Microsoft's advisory specifies that the poisoned updates affected packages used by the Leo Platform and RStreams ecosystems. The current campaign follows earlier Miasma activity this month in which Red Hat npm packages were poisoned. Public availability of the Mini Shai-Hulud toolkit on GitHub has already put elements of the malware within reach of a wider audience, increasing the risk that newcomers will reuse or adapt the code.

What Sonatype and Microsoft recommend; what this means for developers, CI teams, and package maintainers

  • Microsoft's guidance: Microsoft is urging organizations that installed the affected package versions to assume that developer machines and CI environments may have been exposed.
  • Sonatype's guidance: Sonatype recommends checking dependency lockfiles, internal package mirrors, build caches, container images, and CI runners for lingering copies of the malicious releases before rotating credentials.
  • For developers and CI teams: Investigate GitHub Actions runner memory and any build artifacts that could contain harvested secrets; the campaign's repository-based exfiltration means investigators should also review repositories created or modified under compromised accounts.
  • For package maintainers: Be alert to unauthorized republishing activity. The malware attempts to republish packages the victim can maintain, using that capability to broaden distribution while evading npm two-factor protections.

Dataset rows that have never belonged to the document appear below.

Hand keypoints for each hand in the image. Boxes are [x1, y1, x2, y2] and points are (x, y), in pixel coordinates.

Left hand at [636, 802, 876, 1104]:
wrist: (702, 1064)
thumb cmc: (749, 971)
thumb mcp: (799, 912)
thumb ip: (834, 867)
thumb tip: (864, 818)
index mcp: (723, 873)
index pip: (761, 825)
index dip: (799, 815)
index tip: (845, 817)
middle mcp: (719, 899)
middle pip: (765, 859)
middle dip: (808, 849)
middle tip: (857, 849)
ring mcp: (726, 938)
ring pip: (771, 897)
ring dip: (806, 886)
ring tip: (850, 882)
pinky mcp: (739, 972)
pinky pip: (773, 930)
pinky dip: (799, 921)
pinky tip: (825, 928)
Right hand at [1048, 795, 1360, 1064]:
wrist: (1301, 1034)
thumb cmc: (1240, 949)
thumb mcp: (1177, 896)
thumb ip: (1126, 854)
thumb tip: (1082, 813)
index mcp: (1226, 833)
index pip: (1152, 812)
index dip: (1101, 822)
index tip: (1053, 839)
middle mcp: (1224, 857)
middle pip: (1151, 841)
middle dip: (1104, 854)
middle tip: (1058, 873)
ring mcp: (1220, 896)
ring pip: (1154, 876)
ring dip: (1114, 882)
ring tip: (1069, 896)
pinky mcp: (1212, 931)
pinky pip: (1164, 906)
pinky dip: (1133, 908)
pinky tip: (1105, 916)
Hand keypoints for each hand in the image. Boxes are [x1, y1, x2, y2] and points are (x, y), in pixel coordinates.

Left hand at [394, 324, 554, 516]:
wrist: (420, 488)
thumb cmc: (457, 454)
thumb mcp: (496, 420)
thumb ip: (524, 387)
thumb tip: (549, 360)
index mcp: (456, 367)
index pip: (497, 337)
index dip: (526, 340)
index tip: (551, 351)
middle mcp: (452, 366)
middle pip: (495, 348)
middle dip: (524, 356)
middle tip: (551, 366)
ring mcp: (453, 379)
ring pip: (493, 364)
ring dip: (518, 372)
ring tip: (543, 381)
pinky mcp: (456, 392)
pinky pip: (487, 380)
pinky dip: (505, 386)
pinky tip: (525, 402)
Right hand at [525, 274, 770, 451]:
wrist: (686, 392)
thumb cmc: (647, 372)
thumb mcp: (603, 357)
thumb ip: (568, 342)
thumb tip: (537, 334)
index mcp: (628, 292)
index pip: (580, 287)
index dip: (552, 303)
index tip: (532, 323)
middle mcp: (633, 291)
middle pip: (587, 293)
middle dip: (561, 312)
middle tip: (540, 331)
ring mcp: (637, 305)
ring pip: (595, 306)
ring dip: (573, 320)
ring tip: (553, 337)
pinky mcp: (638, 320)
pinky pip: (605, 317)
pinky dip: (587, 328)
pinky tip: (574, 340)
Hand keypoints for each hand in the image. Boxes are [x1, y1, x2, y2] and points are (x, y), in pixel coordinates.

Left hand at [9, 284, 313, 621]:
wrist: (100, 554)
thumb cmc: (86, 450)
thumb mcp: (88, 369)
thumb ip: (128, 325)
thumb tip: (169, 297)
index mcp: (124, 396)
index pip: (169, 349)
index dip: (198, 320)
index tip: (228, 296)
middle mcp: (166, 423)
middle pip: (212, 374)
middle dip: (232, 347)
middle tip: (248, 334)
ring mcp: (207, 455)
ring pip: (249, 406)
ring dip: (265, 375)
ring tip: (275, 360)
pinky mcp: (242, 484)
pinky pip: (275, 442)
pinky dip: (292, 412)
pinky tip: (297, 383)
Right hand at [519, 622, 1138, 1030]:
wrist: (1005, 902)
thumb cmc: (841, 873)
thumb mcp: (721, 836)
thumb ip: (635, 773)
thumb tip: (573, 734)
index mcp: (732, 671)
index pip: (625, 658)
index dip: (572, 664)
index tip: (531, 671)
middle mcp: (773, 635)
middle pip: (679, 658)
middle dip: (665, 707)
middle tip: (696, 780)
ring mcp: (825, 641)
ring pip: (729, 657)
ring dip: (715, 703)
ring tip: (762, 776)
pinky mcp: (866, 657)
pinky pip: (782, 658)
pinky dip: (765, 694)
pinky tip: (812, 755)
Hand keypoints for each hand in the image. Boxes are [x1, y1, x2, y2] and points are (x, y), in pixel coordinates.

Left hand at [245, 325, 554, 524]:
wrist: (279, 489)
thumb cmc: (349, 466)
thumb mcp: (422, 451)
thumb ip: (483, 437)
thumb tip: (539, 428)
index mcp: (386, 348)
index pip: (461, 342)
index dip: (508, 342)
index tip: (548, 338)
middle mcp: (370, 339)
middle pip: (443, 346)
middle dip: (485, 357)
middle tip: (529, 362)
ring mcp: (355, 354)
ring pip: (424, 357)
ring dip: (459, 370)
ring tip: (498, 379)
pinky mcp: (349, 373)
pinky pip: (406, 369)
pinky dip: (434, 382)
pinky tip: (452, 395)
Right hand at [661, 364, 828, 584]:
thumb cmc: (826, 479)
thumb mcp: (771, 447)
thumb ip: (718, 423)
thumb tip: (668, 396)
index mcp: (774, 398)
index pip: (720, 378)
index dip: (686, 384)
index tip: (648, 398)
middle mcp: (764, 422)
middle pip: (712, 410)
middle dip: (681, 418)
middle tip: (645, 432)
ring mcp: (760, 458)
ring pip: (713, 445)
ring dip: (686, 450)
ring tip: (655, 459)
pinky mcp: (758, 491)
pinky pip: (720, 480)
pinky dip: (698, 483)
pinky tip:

The Miasma campaign combines rapid, automated compromise with techniques designed to hide both payloads and exfiltration inside legitimate developer workflows. For organizations that used the affected package versions, the immediate path forward Microsoft and Sonatype lay out is straightforward in outline: assume exposure, hunt for lingering malicious artifacts across lockfiles, mirrors, caches, images, and runners, and take remediation steps in the correct order to reduce the risk that replacements will be reharvested. Whether that sequence will be sufficient against a self-propagating worm that can republish packages and commit stolen data via victims' own GitHub accounts is the practical challenge defenders now face.